Lettre ouverte : Appel à la libération de Rached Ghannouchi et de tous les prisonniers politiques en Tunisie

Alors que la transition démocratique autrefois prometteuse et inspirante du Printemps arabe fait face à un assaut féroce, menaçant de ramener la Tunisie aux époques les plus sombres de la dictature, les démocrates tunisiens résistent courageusement et défendent leurs droits et libertés durement acquis.

Alors que les dirigeants de l’opposition progressent vers la présentation d’un front uni, diversifié et large pour la restauration de la démocratie, ils sont confrontés à une vaste campagne d’arrestations arbitraires, d’accusations à motivation politique, de diabolisation et de menaces. Tous ceux qui croient aux valeurs communes de liberté et de démocratie dans le monde doivent les soutenir dans leur lutte pour la liberté.
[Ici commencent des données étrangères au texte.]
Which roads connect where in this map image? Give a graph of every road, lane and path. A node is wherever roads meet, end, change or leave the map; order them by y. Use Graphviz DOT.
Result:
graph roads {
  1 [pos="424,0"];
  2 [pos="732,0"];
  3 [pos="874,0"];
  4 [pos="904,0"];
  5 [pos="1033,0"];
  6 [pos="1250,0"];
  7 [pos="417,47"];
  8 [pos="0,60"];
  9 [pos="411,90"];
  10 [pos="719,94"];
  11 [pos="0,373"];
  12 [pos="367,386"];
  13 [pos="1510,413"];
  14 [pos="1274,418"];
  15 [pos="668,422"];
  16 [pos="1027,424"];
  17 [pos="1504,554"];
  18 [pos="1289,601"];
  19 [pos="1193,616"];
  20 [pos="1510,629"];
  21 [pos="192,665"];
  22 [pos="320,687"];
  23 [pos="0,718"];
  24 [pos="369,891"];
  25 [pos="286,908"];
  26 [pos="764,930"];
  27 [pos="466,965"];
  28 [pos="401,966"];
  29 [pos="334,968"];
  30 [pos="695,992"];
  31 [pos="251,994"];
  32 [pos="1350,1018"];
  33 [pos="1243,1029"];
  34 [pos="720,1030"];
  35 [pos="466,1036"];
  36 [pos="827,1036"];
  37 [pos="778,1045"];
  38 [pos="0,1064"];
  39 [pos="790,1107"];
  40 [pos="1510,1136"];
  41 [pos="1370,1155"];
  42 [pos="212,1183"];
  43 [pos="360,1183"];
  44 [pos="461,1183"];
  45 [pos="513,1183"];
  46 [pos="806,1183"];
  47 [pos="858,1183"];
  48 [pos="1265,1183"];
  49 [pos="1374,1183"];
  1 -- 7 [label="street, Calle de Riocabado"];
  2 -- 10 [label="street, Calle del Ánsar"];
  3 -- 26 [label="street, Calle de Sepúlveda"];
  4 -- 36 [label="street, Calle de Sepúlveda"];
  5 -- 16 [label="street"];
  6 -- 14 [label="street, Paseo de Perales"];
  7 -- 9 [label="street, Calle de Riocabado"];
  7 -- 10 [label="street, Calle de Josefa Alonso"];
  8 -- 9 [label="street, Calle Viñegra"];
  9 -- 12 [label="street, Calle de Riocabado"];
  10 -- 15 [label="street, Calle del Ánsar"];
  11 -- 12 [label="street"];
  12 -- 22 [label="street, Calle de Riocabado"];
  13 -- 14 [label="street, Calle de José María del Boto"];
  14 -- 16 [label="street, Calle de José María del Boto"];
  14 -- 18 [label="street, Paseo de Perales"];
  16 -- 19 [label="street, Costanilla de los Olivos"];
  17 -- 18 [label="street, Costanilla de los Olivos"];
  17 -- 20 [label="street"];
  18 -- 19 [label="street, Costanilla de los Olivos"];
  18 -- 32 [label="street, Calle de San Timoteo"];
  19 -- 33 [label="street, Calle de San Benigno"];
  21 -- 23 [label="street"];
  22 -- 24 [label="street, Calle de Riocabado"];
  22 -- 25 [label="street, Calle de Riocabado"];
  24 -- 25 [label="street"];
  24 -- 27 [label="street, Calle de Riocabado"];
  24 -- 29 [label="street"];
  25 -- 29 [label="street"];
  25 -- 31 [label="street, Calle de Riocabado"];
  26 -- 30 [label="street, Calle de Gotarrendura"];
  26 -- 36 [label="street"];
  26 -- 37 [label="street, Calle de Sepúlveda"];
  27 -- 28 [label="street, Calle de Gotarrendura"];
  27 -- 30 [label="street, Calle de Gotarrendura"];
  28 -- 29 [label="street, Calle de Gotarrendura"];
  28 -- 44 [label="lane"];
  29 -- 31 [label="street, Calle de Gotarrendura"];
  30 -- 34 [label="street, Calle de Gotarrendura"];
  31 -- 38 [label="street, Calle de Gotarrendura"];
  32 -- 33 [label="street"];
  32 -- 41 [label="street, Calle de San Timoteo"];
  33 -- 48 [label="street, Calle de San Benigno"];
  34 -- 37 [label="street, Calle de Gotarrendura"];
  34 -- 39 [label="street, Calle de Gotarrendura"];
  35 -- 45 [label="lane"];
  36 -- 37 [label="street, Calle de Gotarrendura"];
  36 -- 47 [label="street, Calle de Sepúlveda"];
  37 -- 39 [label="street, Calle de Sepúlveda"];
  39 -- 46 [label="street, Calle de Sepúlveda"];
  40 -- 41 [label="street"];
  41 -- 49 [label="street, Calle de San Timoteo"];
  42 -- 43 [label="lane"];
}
Plus récemment, Rached Ghannouchi, qui a été démocratiquement élu président du Parlement tunisien dissous anticonstitutionnellement par le président Kaïs Saïed, a été arrêté à son domicile le 17 avril 2023 pour rejoindre les dizaines de dirigeants de l’opposition en prison. Les accusations portées contre lui et d’autres dirigeants de l’opposition sont une tentative désespérée d’éliminer les principales voix de l’opposition, de détruire la démocratie en Tunisie et de détourner l’attention des crises politiques, économiques et sociales qui s’aggravent dans le pays.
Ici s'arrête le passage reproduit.